Neville reads this as the union of your awareness (Christ) with your desired state (church). Marriage, in scripture, is always symbolic. To be joined to the desired state is to experience it as real.

Ephesians 6:19
“That for me the words may be given when I open my mouth with boldness to tell the secret of the good news.”

The gospel, for Neville, is not a story of the past. It is the pattern of awakening: assume the feeling of the wish fulfilled, persist in that assumption, and you will resurrect your desire.

Colossians: The Mystery Made Manifest

Colossians 1:26-27
“Which was kept secret for the times long past, but now is shown to his saints, to whom God has chosen to show the riches of the glory of this secret among the nations; which is Christ in you, the hope of glory.”

This is Neville’s cornerstone. Christ in you is not poetry—it is literal. It is your imagination. Glory is the fulfilment of what you imagined. You are not becoming like God—you already are.

Colossians 2:2
“That their hearts may be comforted and joined in love, and to all the riches of the full understanding of the secret of God, even of Christ.”

To acknowledge is to accept. The mystery becomes real when you stop doubting and accept imagination as the source of reality.

Colossians 4:3
“With prayer for us, that God may open a door for us for the word, to show the secret of Christ.”

That door is always inward. Prayer is not begging—it is assuming. Every act of imagining boldly and lovingly is a prayer that speaks Christ.

2 Thessalonians & 1 Timothy: The Dual Mysteries

2 Thessalonians 2:7
“For the secret of sin is working in secret, only until he who lets it is taken away.”

Neville saw “iniquity” as misuse of the law.
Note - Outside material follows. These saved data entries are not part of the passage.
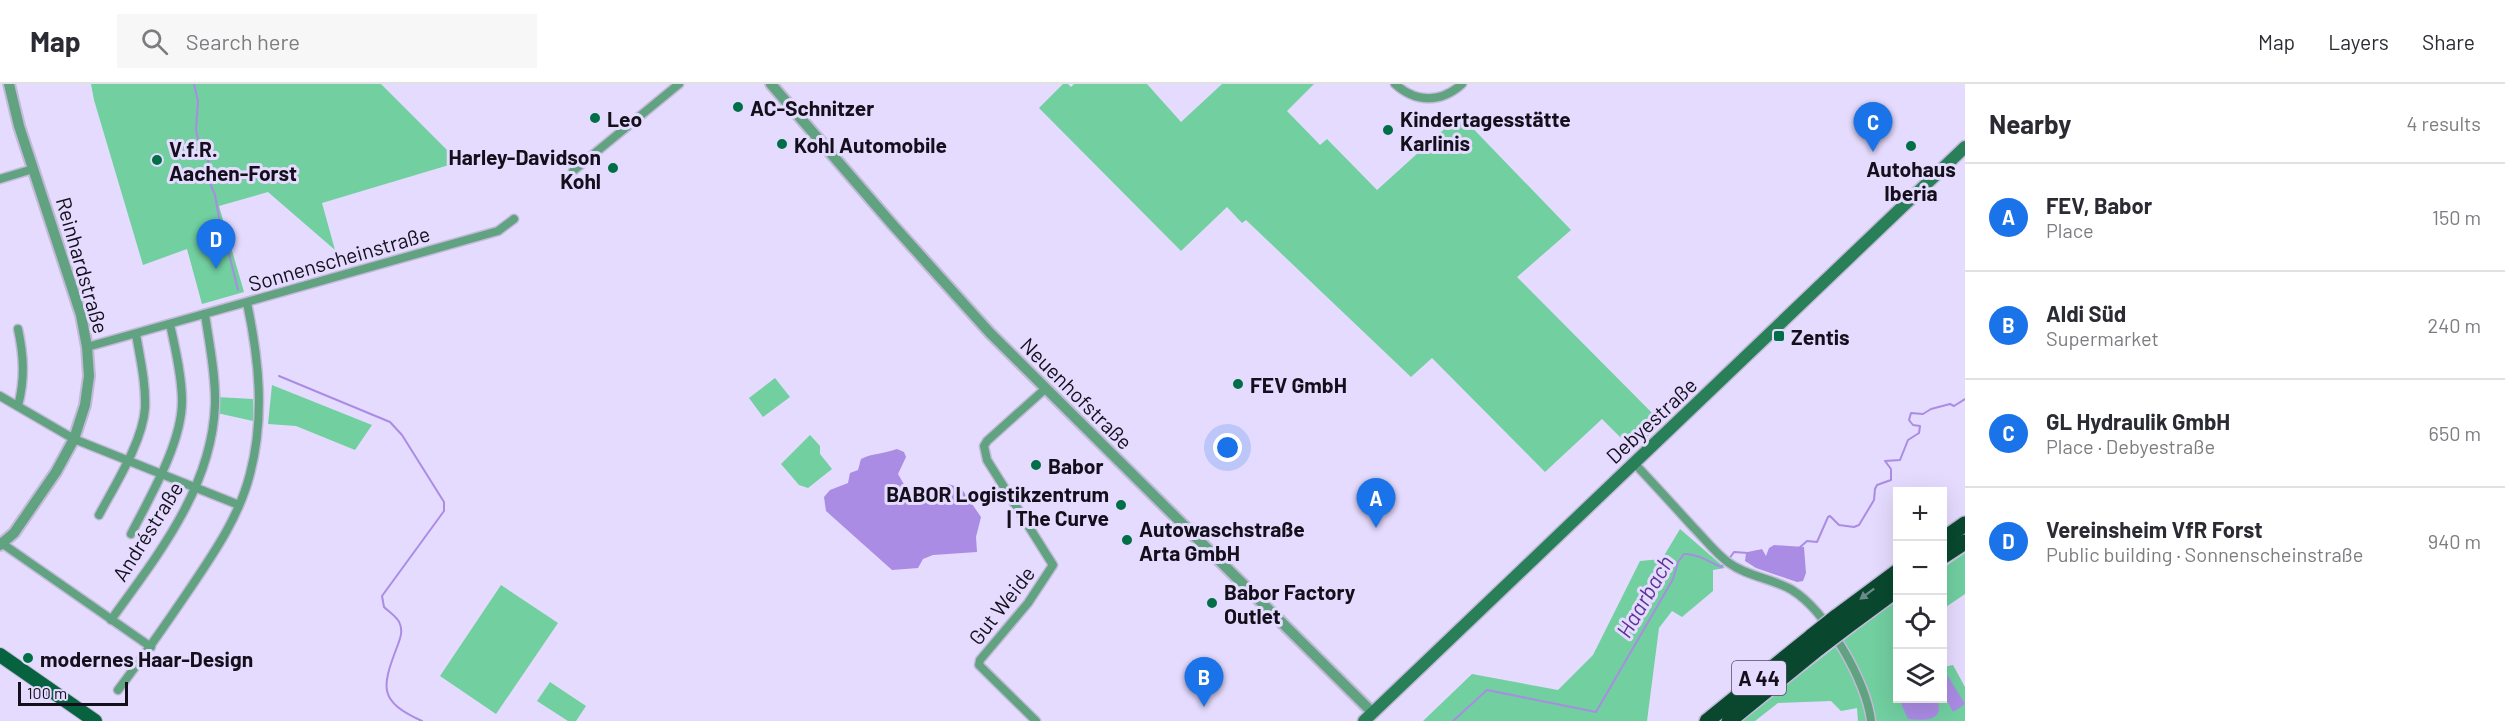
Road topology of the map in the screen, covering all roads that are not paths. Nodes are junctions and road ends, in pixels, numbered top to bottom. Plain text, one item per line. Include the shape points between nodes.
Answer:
1 (9, 84) edge
2 (679, 84) edge
3 (771, 84) edge
4 (1395, 84) edge
5 (1462, 84) edge
6 (1965, 147) edge
7 (33, 169) junction
8 (573, 171) dead end
9 (0, 179) edge
10 (514, 219) dead end
11 (247, 303) junction
12 (205, 314) junction
13 (170, 324) junction
14 (18, 329) dead end
15 (136, 334) junction
16 (87, 347) junction
17 (1045, 389) junction
18 (0, 396) edge
19 (18, 406) junction
20 (75, 440) junction
21 (128, 460) junction
22 (1634, 463) junction
23 (162, 474) junction
24 (196, 489) junction
25 (239, 505) junction
26 (99, 515) dead end
27 (1965, 524) edge
28 (131, 534) dead end
29 (1947, 537) edge
30 (1965, 542) edge
31 (0, 544) edge
32 (1947, 554) edge
33 (1893, 576) edge
34 (1893, 592) edge
35 (111, 620) junction
36 (1841, 623) junction
37 (1816, 641) junction
38 (151, 647) junction
39 (0, 655) edge
40 (118, 690) dead end
41 (1368, 717) edge
42 (95, 721) edge
43 (1036, 721) edge
44 (1707, 721) edge
45 (1729, 721) edge
46 (1871, 721) edge

1 - 7 street, Reinhardstraße
2 - 8 street
3 - 17 street, Neuenhofstraße via 892,224
4 - 5 street via 1416,97 1429,99 1442,97
6 - 22 main road, Debyestraße
7 - 9 street
7 - 16 street, Reinhardstraße via 81,315
10 - 11 street, Sonnenscheinstraße via 498,231
11 - 12 street, Sonnenscheinstraße
11 - 25 street via 259,374 259,424 250,475
12 - 13 street, Sonnenscheinstraße
12 - 24 street, Andréstraße via 215,415
13 - 15 street, Sonnenscheinstraße
13 - 23 street via 182,400
14 - 19 street via 24,381
15 - 16 street, Sonnenscheinstraße
15 - 21 street via 145,411
16 - 20 street, Reinhardstraße via 89,376
17 - 41 street, Neuenhofstraße
17 - 43 street, Gut Weide via 984,446 987,460 1053,565 979,665
18 - 19 street
19 - 20 street
20 - 21 street
20 - 31 street, Reinhardstraße via 14,533
21 - 23 street
21 - 26 street
22 - 41 main road, Debyestraße
22 - 46 street via 1727,561 1754,577 1791,590 1820,617 1860,680
23 - 24 street
23 - 28 street
24 - 25 street
24 - 35 street, Andréstraße
25 - 38 street via 225,536
27 - 29 highway
30 - 32 highway
31 - 35 street
33 -> 36 highway, A 44
34 - 36 highway, A 44
35 - 38 street
36 - 37 highway, A 44, bridge
37 - 44 highway, A 44
37 - 45 highway, A 44
38 - 40 street
39 - 42 main road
When you dwell in fear, worry, or hatred, the same divine law still works—it simply brings forth what you did not want. This is why awareness must be disciplined.

1 Timothy 3:9
“Holding the secret of the faith in a clean heart.”

Faith is loyalty to the unseen reality. A pure conscience is one that does not doubt the imaginal act. The mystery is that faith creates facts.

1 Timothy 3:16
“Great is the secret of the godly life: God was shown in the flesh.”

This is the central truth of Neville’s gospel: God became man so that man may know himself as God. Every man who awakens to imagination as the source of his world is the Word made flesh.

The Final Word: The Mystery Has Never Been Missing—Only Misunderstood

Paul said the mystery was kept hidden for ages. Neville tells us it was hidden in plain sight—in the words, stories, and symbols of scripture. But it was never outside you. It was never locked away in time. It was always waiting to be realised as your own creative nature.

The mystery is not a riddle. It is a reminder:

2 Corinthians 13:5
“Do you not know yourselves? Have you not tried to see that Jesus Christ is in you?”

Neville answers: yes—and He is your own wonderful human imagination.